Pongo el ejemplo de la corrupción, pero en realidad me parece el segundo motivo más flagrante para darle una patada al PP. El primero es el inmovilismo. Vuelvo: “Al final, nunca pasa nada”. En estos años de crisis el Gobierno se ha dedicado a no hacer nada con las teóricas urgencias nacionales: economía, paro. Tampoco lo ha hecho con el órdago catalán o con prácticamente nada. ¿Habéis notado alguna diferencia entre estos seis meses de gabinete en funciones respecto a los años anteriores? Yo no.
Entiendo un poco mejor las cosas después de ver a Rajoy en el balcón de Génova. Habla mal, como siempre. No tiene un discurso fluido, son frases sueltas. Obviedades, perogrulladas, frases efectistas, lemas de campaña. Retazos cosidos que buscan el fervor porque llevan dentro palabras clave como “españoles”. Y, sin embargo, a pie de calle hay gente que cree ciegamente en lo que sea que dice Mariano.
Vivimos en un país de fútbol. Fútbol es fútbol, sí, pero Rajoy también es fútbol. Es confrontación, es conmigo o contra ellos, es fe ciega. Uno no se cambia jamás de equipo; uno debería poder cambiarse de partido político, y más con un escenario como el que sufrimos en España. Si en algún terreno se mueve cómodo Mariano es en el deportivo, y ha conseguido convertir la política en otra Liga, donde siempre ganan los de arriba justo cuando parecía que los de abajo podían alzar la voz.
Leo a empresarios en Twiter: “Mañana subirá la bolsa”; “Despejado que España se vuelva una república Bolivariana los empresarios podremos volver a centrar esfuerzos en crear riqueza y empleo”. Qué tristeza. Son empresarios de internet, punta de lanza de lo que debería ser uno de los motores de la economía. Y están contentos con Rajoy, que representa mejor que nadie aquello que cantaba Sabina: “los que progresan porque no se mueven“.

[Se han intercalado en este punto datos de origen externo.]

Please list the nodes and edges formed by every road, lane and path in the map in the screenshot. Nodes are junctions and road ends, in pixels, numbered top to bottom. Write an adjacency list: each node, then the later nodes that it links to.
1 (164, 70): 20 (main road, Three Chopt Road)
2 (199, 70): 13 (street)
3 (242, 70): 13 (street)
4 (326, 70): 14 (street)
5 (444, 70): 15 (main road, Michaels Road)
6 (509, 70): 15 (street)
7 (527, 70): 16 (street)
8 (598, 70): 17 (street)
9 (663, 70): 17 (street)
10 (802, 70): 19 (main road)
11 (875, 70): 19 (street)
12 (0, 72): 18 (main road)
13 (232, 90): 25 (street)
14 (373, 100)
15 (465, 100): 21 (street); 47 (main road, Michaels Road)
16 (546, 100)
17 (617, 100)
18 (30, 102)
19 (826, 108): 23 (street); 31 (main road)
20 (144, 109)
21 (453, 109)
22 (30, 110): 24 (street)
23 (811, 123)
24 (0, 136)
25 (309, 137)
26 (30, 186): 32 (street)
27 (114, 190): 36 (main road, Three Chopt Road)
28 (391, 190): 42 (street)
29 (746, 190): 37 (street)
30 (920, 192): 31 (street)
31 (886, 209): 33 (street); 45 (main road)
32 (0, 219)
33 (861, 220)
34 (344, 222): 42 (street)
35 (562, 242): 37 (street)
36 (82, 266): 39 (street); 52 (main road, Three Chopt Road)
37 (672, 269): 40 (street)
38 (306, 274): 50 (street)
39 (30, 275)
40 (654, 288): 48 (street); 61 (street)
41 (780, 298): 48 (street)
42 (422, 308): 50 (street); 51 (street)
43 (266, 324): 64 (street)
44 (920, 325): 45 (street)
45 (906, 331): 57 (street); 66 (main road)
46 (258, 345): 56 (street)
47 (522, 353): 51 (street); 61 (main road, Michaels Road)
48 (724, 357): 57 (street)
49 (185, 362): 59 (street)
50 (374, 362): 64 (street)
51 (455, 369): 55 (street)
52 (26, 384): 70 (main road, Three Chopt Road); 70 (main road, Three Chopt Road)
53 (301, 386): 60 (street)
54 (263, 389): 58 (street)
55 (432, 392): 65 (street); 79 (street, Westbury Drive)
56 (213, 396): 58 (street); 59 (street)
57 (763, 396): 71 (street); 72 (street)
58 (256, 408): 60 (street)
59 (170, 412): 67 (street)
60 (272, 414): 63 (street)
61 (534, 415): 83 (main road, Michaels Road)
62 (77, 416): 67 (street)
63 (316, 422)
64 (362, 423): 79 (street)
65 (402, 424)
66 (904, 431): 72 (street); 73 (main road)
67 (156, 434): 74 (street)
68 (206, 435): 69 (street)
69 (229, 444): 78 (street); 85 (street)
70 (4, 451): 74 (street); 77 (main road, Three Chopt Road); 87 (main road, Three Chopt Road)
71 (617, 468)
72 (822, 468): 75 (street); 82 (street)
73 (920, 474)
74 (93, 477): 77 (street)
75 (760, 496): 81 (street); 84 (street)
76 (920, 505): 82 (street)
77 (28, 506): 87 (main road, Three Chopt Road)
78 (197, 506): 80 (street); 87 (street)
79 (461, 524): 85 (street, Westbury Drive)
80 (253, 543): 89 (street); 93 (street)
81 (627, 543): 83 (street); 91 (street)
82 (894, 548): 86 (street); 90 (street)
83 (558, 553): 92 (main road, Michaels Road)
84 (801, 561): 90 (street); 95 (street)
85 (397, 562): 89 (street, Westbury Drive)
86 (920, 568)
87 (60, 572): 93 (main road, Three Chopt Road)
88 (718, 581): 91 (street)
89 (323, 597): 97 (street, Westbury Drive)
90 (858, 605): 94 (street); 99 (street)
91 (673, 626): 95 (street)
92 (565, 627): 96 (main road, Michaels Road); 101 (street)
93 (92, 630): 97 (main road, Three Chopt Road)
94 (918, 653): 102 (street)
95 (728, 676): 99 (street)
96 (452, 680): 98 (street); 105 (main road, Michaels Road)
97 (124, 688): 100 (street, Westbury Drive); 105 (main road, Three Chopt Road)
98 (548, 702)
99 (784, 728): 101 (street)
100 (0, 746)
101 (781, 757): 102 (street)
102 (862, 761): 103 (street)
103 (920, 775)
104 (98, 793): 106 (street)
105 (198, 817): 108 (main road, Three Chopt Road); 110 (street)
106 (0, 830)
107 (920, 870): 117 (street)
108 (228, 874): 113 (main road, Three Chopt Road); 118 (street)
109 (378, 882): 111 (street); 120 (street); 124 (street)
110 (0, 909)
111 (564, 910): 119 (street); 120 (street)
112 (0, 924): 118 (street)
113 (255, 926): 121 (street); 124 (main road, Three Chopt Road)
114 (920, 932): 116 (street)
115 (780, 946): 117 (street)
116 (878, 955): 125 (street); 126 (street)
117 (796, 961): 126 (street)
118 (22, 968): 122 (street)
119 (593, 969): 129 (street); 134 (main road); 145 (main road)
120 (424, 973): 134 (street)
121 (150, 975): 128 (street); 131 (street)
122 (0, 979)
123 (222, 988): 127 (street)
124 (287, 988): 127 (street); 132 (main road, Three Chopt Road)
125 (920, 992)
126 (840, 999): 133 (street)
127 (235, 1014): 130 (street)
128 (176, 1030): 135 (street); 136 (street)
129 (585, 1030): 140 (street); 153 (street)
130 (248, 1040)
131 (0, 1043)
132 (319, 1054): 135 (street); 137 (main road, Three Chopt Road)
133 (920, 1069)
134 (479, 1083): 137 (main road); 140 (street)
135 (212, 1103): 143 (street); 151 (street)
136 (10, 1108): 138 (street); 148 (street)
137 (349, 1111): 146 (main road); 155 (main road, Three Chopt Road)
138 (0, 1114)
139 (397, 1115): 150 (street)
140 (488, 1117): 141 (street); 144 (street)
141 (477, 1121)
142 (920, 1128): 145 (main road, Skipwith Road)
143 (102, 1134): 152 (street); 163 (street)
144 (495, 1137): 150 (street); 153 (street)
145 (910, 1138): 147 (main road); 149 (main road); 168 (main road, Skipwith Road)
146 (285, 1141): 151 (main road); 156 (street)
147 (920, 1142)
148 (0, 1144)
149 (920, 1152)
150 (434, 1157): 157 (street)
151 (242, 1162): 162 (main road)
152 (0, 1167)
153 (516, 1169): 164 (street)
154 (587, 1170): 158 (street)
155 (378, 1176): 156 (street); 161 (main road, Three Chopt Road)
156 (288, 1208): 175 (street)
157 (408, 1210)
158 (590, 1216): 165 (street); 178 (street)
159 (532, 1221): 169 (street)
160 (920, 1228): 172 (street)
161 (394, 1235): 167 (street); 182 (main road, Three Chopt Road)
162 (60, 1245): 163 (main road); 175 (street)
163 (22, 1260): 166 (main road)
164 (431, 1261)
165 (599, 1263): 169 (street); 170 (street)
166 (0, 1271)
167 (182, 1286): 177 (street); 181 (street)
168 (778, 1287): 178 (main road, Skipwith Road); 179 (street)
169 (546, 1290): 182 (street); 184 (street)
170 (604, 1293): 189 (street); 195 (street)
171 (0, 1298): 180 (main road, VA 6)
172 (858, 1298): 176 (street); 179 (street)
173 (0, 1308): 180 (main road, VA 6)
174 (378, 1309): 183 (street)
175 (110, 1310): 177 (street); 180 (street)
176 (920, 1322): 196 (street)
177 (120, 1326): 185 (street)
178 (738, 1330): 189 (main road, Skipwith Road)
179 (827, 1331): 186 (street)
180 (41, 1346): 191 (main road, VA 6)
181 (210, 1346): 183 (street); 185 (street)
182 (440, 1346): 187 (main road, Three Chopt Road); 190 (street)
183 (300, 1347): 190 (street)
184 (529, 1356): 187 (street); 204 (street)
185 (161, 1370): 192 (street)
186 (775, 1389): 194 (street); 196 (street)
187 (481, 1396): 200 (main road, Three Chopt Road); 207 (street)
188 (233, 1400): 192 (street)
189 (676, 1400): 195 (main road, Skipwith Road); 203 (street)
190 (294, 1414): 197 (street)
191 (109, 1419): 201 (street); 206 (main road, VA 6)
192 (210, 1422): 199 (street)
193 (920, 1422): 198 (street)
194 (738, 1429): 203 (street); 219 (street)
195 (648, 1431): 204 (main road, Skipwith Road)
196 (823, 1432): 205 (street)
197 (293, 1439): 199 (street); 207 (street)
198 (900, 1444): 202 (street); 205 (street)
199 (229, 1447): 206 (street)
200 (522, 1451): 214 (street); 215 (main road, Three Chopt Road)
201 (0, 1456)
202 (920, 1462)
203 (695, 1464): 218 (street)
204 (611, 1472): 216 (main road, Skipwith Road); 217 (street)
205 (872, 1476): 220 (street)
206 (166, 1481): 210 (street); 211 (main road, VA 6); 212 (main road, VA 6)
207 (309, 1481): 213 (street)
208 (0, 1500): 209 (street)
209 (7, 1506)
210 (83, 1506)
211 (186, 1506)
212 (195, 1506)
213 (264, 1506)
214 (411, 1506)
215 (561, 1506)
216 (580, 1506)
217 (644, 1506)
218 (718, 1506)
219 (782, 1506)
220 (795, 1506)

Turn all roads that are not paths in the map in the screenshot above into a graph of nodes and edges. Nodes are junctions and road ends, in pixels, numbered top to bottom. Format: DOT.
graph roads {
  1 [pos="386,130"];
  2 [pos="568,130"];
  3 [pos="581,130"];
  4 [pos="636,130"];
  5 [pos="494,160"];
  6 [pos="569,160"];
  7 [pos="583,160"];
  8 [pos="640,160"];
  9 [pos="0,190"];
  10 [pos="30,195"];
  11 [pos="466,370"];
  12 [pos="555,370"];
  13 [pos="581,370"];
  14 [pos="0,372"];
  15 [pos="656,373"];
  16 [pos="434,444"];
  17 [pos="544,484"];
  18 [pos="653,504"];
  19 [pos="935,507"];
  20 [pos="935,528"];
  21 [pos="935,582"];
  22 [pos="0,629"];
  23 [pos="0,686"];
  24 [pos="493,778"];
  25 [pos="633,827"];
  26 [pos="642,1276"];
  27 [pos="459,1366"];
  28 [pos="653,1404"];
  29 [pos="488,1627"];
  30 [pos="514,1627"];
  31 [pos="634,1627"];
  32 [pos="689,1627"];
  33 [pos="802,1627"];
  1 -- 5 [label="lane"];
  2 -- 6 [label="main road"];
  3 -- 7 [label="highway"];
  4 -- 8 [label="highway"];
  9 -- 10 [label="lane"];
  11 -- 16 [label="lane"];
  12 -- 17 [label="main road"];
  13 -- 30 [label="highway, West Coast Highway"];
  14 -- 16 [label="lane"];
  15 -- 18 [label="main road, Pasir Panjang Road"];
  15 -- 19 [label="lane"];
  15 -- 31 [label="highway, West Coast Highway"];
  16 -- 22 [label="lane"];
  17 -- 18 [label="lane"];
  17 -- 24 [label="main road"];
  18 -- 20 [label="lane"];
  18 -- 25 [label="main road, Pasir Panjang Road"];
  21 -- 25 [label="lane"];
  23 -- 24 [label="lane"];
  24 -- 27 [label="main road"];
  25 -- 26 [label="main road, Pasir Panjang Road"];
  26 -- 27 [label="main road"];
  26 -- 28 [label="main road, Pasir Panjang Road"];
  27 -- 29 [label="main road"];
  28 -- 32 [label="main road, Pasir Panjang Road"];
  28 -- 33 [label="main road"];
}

Pablo Iglesias sale a su atril, reconoce la derrota, responde preguntas de la prensa, algunas en inglés. Rajoy, con dos horas largas para preparar algo decente que decir, aparece y recita su discurso vacío, cargado de malos ripios, de esos participios sin des tan suyos. Debajo, la hinchada. Socios, simpatizantes, fieles, que llenan a cada elección el estadio del equipo, que no desfallecen. Que les da igual que su delantero no marque, que su portero no pare, que el utillero robe botas, que el entrenador ponga siempre a su hijo aunque no dé pie con bola, que los taquilleros cuenten diez y se lleven veinte. No importa que la Liga huela a muerto, vamos a ganarla.
No es que nunca pase nada. Es peor que eso. Al final, todo es fútbol, idiota.